--- PROBLEM DETAILS ---
What is needed is an exact retyping of the records below, from the first line through the line that contains "font: bold 18px".

--- RECORDS TO USE ---

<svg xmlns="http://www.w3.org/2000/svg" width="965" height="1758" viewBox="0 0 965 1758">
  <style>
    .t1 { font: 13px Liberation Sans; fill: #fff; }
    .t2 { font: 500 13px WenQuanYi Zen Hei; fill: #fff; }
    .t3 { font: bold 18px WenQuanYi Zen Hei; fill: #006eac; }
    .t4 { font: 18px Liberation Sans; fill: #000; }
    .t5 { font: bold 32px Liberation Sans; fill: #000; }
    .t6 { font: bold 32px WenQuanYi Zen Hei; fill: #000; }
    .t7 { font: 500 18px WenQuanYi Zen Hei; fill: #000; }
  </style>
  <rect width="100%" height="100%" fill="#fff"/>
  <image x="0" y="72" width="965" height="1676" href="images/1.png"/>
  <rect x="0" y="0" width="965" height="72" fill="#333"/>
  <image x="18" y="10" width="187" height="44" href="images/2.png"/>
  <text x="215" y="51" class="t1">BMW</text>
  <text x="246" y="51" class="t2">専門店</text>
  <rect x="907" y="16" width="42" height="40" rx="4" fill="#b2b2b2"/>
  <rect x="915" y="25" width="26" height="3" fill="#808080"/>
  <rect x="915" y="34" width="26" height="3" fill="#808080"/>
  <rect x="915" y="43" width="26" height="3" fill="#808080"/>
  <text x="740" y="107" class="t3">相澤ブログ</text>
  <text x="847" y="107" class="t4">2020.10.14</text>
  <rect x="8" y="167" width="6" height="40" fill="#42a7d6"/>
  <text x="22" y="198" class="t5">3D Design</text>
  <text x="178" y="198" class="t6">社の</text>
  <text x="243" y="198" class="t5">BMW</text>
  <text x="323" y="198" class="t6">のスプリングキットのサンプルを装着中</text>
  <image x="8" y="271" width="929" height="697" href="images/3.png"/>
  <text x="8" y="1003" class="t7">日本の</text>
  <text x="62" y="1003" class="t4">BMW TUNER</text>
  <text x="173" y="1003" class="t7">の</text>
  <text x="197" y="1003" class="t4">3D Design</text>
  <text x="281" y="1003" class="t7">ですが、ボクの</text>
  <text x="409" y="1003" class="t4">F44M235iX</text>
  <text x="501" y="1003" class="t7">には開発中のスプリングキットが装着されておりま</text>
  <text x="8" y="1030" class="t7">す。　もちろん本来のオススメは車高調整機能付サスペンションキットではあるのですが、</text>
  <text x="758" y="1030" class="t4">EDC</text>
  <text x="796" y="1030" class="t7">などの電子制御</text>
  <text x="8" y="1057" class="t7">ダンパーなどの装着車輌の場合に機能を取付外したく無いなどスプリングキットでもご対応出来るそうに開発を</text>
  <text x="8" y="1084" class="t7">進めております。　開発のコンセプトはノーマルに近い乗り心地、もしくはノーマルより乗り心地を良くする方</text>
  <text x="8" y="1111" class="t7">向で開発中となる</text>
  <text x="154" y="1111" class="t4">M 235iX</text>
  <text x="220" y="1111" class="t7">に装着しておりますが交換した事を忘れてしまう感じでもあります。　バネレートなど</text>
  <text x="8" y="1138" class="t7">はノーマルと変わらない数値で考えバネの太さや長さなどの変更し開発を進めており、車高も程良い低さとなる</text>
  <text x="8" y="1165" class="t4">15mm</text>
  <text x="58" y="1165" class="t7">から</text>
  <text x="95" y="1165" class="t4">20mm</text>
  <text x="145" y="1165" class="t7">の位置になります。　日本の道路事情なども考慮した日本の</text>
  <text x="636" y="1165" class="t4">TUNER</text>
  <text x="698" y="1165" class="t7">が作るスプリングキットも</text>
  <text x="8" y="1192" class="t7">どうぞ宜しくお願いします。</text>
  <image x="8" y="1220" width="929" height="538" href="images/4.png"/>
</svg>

--- TASK OUTPUT ---
<svg xmlns="http://www.w3.org/2000/svg" width="965" height="1758" viewBox="0 0 965 1758">
  <style>
    .t1 { font: 13px Liberation Sans; fill: #fff; }
    .t2 { font: 500 13px WenQuanYi Zen Hei; fill: #fff; }
    .t3 { font: bold 18px WenQuanYi Zen Hei; fill: #006eac; }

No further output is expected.